Tuesday, February 23, 2010

Experimental Dada Mail w/unicode ¡Support! Released

(this is a repost from here, 'cause I'm pretty stoked on it)


This is the first step in the localization project, since we can't very well translate Dada Mail if Dada Mail can't use the translations available.

I have to let this project rest for a little bit (and collect my wits - it was a very difficult step!) but any and all feedback is welcome, if you'd like to give this a spin - bug reports/problems of any kind are very much appreciated.

This version of Dada Mail should basically be able to support any language that can in the unicode characters set and UTF-8 encoding. Which, should be, well, a lot of them. It doesn't (Dada Mail), but where it fails? I don't know - but it's a good time to test and see where it's wrong.

For simple Euro-centric stuff, like this:

Je peux manger du verre, ça ne me fait pas mal.
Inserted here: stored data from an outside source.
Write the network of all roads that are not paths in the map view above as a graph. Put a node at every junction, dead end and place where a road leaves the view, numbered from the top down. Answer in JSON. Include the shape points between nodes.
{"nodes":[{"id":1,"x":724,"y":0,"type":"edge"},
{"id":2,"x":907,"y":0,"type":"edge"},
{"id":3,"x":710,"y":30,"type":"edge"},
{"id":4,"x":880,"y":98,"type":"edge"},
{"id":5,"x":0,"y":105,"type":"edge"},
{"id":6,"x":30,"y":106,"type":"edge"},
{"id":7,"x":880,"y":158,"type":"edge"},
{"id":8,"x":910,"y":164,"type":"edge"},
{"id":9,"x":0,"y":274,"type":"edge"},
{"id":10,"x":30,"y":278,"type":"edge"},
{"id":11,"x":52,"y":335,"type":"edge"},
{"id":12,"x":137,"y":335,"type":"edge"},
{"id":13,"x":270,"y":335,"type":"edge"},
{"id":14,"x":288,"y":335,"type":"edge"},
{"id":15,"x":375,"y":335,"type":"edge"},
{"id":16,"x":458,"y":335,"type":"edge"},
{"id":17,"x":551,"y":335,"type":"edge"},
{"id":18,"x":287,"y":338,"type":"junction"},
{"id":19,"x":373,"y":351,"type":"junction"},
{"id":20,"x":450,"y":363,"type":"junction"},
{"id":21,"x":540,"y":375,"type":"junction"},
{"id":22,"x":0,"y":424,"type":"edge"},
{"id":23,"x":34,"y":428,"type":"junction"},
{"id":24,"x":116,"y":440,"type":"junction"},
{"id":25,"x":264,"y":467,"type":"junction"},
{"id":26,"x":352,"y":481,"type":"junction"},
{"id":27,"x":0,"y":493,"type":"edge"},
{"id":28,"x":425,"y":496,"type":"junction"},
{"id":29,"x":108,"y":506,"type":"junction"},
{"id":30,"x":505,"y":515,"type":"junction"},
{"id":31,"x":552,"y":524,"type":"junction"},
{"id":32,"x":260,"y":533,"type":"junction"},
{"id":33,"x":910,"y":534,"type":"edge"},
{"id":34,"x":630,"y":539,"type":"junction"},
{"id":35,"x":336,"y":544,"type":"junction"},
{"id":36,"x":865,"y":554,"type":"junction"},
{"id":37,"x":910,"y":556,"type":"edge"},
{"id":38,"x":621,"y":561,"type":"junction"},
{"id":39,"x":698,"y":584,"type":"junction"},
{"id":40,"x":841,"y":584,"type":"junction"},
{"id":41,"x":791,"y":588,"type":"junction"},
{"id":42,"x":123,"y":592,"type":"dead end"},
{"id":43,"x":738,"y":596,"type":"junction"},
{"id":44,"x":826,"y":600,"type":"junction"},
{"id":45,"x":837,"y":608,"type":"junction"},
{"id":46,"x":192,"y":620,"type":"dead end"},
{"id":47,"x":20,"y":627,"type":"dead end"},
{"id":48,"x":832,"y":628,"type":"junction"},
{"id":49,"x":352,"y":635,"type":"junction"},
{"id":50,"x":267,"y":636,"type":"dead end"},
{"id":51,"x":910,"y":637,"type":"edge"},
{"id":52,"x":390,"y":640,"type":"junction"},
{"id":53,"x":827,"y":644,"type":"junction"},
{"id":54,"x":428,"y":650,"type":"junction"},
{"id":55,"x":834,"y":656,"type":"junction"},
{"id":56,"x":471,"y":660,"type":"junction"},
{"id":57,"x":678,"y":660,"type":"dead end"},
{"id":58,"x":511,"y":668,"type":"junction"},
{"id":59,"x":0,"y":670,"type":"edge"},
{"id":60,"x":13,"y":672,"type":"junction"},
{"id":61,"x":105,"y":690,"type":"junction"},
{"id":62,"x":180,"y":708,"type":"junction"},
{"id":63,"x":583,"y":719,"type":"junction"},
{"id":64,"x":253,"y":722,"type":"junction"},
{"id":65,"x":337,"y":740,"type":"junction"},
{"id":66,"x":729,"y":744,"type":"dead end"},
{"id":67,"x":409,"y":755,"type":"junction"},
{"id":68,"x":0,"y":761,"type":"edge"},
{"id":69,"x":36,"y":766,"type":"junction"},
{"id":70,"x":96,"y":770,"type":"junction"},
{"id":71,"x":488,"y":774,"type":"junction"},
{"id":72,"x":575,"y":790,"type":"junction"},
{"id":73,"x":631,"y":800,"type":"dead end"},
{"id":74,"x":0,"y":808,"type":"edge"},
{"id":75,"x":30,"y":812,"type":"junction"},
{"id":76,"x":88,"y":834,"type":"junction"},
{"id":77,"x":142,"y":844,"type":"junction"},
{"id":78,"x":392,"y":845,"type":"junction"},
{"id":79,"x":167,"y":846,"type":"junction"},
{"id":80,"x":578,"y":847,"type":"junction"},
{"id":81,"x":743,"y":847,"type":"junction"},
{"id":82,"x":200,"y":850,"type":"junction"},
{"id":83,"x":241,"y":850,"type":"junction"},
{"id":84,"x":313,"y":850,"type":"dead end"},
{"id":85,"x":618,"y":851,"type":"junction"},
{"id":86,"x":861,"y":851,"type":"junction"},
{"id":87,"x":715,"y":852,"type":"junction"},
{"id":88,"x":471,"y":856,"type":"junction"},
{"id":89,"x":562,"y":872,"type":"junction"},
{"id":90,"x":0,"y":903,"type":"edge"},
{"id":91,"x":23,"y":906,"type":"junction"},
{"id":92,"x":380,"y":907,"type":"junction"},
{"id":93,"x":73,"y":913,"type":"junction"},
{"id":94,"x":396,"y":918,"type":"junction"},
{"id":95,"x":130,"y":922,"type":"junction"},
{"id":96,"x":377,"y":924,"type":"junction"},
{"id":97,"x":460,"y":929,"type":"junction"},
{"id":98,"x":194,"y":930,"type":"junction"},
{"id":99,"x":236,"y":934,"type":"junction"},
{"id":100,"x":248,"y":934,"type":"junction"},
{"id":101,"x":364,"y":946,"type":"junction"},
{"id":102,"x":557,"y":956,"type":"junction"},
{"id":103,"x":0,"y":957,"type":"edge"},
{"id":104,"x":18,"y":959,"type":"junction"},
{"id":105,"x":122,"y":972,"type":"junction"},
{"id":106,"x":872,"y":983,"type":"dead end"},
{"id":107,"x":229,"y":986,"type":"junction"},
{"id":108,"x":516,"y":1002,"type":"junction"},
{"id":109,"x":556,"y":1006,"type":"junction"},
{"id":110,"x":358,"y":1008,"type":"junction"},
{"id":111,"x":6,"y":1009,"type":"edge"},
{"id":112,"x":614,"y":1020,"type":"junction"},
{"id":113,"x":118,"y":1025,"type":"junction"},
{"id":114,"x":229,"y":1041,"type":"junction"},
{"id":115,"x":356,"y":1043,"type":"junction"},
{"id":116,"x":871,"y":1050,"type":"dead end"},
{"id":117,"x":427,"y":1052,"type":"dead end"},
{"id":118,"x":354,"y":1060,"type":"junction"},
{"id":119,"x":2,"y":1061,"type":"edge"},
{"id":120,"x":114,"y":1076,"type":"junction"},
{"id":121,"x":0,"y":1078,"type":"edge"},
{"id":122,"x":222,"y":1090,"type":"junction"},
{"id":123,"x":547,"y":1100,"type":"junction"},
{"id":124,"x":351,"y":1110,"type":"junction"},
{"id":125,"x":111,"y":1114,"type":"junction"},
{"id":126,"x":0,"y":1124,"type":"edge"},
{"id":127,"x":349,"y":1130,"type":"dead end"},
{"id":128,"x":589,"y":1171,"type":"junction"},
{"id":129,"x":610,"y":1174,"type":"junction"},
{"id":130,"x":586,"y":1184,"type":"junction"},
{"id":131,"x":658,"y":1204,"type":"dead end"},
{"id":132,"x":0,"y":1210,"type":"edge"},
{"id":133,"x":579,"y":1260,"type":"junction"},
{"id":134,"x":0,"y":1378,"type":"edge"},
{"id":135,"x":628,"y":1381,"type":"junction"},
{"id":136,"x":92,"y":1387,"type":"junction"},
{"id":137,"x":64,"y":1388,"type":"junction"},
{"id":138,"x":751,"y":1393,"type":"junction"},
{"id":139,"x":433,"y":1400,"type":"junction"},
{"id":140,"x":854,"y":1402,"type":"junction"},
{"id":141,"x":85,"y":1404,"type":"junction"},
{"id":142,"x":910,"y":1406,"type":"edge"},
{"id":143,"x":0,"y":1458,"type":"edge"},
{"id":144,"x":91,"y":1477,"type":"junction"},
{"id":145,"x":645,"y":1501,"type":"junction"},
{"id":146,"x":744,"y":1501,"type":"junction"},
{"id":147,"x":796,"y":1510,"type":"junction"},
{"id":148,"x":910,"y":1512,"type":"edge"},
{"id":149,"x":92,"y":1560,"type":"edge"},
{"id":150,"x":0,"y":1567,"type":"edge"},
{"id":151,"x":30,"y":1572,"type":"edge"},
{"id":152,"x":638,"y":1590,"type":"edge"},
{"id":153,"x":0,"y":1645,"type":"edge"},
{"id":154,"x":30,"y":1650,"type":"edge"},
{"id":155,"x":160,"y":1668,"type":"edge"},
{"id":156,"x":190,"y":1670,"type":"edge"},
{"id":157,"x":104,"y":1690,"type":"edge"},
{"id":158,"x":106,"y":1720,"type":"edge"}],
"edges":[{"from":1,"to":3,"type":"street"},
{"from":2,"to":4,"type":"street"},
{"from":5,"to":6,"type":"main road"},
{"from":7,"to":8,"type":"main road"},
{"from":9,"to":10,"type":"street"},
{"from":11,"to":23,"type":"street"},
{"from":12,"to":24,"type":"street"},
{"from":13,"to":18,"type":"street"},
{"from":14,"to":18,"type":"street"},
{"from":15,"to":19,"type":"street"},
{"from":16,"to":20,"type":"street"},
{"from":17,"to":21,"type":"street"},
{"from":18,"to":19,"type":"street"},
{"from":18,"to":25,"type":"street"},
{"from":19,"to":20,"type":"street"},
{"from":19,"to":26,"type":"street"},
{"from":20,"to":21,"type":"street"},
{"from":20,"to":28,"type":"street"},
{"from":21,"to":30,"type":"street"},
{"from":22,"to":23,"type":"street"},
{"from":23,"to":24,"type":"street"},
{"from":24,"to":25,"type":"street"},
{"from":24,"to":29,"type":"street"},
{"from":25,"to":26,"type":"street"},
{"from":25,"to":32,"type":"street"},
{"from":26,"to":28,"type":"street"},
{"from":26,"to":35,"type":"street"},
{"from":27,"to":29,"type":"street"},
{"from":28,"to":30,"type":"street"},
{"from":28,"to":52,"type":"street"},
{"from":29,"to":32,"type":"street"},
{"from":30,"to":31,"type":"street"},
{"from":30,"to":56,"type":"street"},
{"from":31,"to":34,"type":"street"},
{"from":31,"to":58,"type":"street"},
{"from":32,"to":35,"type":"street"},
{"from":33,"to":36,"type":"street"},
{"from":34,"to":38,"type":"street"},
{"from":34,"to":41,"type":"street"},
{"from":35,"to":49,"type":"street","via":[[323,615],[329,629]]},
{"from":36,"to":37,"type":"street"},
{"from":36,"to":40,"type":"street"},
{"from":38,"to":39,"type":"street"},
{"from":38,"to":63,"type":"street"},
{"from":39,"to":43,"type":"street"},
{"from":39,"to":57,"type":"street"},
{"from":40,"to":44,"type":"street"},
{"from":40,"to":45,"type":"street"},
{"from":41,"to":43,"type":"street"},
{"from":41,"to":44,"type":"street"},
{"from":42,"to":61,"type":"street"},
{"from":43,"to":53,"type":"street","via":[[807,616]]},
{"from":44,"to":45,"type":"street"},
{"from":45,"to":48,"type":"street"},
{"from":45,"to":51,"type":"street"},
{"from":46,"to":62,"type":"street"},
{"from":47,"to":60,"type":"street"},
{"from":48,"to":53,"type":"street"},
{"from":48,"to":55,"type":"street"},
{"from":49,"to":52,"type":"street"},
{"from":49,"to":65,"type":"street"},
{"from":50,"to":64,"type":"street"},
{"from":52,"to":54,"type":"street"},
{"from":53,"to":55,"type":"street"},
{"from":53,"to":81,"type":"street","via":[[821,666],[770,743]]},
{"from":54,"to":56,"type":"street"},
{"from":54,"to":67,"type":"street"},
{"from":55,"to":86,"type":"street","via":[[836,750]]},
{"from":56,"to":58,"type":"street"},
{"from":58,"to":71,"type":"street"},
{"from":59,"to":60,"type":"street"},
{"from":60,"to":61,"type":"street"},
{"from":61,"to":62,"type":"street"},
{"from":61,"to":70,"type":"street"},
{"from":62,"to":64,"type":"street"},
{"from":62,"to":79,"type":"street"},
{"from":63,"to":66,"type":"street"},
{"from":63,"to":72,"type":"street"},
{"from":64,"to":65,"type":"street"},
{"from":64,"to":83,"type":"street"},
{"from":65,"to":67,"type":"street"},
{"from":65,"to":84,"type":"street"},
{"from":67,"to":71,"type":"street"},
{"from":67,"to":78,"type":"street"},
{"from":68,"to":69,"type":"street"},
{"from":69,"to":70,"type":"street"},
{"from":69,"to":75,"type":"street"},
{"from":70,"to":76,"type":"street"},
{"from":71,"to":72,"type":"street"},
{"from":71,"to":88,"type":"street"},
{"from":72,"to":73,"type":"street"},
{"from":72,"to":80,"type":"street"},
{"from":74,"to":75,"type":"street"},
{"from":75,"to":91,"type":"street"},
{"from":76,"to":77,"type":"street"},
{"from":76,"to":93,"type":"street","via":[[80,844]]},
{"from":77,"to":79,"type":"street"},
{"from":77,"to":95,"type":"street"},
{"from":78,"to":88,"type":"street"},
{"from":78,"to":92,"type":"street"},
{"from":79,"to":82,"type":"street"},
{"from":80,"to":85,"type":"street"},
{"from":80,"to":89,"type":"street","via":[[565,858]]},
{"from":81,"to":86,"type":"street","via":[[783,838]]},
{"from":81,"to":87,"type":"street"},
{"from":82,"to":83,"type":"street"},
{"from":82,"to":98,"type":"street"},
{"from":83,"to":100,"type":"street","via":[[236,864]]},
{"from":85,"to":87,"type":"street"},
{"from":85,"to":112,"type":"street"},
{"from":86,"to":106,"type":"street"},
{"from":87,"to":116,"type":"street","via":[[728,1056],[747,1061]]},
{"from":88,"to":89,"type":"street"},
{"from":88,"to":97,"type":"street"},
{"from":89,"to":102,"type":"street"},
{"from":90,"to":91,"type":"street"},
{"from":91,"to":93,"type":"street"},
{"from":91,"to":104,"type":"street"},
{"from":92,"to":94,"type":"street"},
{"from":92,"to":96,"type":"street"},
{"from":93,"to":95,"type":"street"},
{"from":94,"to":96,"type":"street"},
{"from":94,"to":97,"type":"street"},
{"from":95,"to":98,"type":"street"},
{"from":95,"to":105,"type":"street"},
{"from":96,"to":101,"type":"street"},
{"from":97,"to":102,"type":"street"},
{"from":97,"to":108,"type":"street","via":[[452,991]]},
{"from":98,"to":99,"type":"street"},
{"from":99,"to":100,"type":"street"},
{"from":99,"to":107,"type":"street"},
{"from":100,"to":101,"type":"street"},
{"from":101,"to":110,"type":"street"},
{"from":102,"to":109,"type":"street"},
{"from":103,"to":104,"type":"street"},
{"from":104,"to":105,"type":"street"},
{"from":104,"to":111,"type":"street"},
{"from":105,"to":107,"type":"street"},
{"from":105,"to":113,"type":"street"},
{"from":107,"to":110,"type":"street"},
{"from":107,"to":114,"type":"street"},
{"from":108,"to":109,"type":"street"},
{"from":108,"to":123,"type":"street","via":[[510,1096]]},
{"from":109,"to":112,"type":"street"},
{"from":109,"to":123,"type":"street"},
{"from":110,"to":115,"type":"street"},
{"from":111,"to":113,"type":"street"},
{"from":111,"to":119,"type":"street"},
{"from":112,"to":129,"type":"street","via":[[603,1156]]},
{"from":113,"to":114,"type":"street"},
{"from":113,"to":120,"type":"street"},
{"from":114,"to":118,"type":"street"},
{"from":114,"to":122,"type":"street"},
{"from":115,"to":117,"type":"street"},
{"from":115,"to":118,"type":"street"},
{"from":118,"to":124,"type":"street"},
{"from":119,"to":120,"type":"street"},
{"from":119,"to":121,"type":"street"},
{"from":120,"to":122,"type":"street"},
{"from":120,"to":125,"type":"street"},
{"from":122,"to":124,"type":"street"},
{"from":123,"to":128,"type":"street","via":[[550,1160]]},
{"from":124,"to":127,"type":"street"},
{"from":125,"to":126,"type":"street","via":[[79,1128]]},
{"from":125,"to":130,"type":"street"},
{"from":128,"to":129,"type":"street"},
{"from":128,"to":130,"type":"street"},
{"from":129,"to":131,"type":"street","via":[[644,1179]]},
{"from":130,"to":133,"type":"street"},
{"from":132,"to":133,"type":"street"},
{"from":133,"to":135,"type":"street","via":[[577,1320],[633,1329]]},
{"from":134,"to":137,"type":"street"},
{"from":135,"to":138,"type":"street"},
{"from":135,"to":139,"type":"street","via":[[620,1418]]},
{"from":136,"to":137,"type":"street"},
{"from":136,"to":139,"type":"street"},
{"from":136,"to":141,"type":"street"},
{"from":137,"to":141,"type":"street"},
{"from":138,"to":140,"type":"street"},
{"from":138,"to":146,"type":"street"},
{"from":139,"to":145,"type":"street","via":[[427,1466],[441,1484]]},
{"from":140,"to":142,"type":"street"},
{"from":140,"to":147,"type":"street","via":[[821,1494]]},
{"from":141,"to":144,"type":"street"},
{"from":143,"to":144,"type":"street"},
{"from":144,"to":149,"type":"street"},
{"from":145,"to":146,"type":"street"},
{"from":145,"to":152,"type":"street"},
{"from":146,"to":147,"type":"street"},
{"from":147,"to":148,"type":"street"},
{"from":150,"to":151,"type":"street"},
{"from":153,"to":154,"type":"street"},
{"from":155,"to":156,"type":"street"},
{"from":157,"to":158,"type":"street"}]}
It should be fine. For something a little more wild:

أنا قادر على أكل الزجاج و هذا لا يؤلمني.

(which should be Arabic)

Well, I can only go on if something visually looks correct :) Even this email is sort of a test - I don't know if it's going to work, or not - so, fingers crossed! If it does - we're on a good track, since Dada Bridge taking a random email, having it go through the system that's mostly tested using a very specific way of creating emails and coming out readable on the other side is a great big step - not even talking about the online archive, rss/atom feeds, twitter thingie, etc, etc, etc.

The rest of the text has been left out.